1997 - the beginning of 1998. It took G. Ilyin a month to compose a fairytale ballet "Magic Shop" about a little girl's Christmas adventures. He practiced it with the band and it was performed on the stage only two and a half years later. In the year 2000, Little Tragedies released their first two albums, The Sun of Spirit and Porcelain Pavilion, on  the record label Boheme Music. The albums were recorded by Ilyin in 1998–1999, with the help of musicians Igor Mihel (guitar) and Yevgeniy Shukin (audio engineering). Though originally recorded as Gennady Ilyin's solo albums, Ilyin decided to release the albums under the Little Tragedies name.

In summer 2000, Alexander Malakhovsky (guitar) and Aleksey Bildin (saxophone) joined the original trio (Ilyin, Skripkin and Babynin). With the new line-up, in 2001 the group created the last album of the trilogy to the poems of N. Gumilev, Return (the first were The Sun of Spirit and Porcelain Pavilion).  The album was first released by the French label Musea Records.  At the same time the band signed with the record label MALS, the biggest progressive music label in Russia, and the album also became available for the Russian public.

In 2003 the band released their fourth album, New Faust, a double concept album which was written back in 1997–98. In this album Faust is not only the character of a national drama who is conflicting with the society, but he is also a man of the universe seeking ways to clean his soul and acquire a spirit.

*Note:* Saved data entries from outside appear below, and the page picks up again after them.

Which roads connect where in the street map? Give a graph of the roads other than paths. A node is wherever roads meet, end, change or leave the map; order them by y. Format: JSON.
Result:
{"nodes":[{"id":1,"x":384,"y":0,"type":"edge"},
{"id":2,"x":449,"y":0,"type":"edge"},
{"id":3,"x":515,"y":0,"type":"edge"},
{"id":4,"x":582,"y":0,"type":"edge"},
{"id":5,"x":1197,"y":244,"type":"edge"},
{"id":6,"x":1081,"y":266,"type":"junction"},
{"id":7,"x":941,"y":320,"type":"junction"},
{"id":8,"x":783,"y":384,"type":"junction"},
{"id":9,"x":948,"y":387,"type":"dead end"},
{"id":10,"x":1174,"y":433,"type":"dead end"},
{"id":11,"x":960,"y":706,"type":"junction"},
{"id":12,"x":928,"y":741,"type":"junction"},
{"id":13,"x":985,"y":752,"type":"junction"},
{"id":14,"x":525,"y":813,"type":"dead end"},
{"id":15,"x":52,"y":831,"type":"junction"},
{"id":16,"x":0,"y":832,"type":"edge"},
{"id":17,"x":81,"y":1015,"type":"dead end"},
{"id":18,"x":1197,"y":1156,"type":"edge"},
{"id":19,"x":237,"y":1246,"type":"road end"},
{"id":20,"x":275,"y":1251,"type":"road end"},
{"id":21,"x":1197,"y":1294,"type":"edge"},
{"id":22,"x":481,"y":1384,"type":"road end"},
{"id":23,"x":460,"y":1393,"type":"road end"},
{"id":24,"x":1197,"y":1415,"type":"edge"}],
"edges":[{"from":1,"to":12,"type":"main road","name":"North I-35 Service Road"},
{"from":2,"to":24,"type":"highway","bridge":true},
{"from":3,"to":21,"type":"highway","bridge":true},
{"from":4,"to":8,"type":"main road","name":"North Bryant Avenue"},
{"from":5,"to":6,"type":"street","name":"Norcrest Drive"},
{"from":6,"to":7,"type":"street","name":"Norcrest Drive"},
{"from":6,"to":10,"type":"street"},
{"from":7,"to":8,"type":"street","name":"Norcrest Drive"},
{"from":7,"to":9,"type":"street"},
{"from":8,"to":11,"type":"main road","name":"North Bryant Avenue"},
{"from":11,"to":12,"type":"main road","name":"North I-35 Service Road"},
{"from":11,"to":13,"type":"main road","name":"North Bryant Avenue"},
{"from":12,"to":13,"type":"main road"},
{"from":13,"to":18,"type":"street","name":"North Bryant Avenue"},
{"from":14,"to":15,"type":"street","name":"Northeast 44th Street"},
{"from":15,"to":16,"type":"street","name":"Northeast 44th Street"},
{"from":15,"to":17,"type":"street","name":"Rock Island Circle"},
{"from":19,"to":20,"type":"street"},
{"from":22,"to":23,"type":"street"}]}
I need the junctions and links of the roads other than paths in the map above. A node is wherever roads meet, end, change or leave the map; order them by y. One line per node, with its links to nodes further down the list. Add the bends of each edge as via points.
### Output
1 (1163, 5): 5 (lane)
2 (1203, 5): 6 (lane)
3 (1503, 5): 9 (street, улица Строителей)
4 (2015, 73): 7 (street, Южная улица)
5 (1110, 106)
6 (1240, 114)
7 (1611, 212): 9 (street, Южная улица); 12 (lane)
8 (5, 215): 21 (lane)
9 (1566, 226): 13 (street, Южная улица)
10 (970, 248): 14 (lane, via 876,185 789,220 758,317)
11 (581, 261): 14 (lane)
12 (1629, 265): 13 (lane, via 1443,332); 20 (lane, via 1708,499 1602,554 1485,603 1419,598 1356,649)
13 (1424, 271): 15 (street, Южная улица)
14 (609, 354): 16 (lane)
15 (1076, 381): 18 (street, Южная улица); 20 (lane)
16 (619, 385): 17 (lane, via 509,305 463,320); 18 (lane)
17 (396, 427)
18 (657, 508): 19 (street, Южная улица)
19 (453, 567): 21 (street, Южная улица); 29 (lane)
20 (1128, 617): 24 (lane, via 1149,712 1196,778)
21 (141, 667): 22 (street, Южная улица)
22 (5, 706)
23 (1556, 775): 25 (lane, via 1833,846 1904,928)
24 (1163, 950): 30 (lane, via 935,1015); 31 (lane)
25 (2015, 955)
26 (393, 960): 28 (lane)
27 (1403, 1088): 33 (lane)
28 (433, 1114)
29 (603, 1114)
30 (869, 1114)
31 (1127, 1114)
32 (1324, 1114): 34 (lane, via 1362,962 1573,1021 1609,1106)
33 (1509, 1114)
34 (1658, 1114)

In 2006 the band released a fifth album, The Sixth Sense. In the same year the band opened the second day of the InProg 2006 festival. In 2007 the band released the first and later the second part of their sixth album based on Russian translations to Chinese poetry, Chinese Songs, with the main theme of the album being the relationship between man and nature. In 2008 the band released Cross, which was recorded in August 2007. The entire album was based on poetry by Nikolai Gumilev, In 2009 the French label Musea Records will release the Paris Symphony, an unreleased album recorded by the band in 1997 when it featured only three members.

In 2006 an event happened which attracted the media attention when the instruments of the band were stolen from their rehearsal studio. The thief was caught and the instruments were returned to the band.

In August 2008 the band recorded an instrumental Christmas album called The Magic Shop, which was written ten years before. It was released in November 2009 as a free download on the band's web-site as a Christmas gift for the fans. At the same year the band's record-label MALS re-released The Sun of Spirit and Porcelain Pavilion, with bonus-tracks, though they were re-released as Gennady Ilyin's solo albums. In 2009 the band finished recording a new album called Obsessed. The album was released in 2011.

Between 2011 and 2012 the band recorded an album called At Nights, and the mixing process went through 2013. The release date was set for January 2014. The Magic Shop, which was released as a free download few years earlier, was released on a CD by Musea Records in 2014.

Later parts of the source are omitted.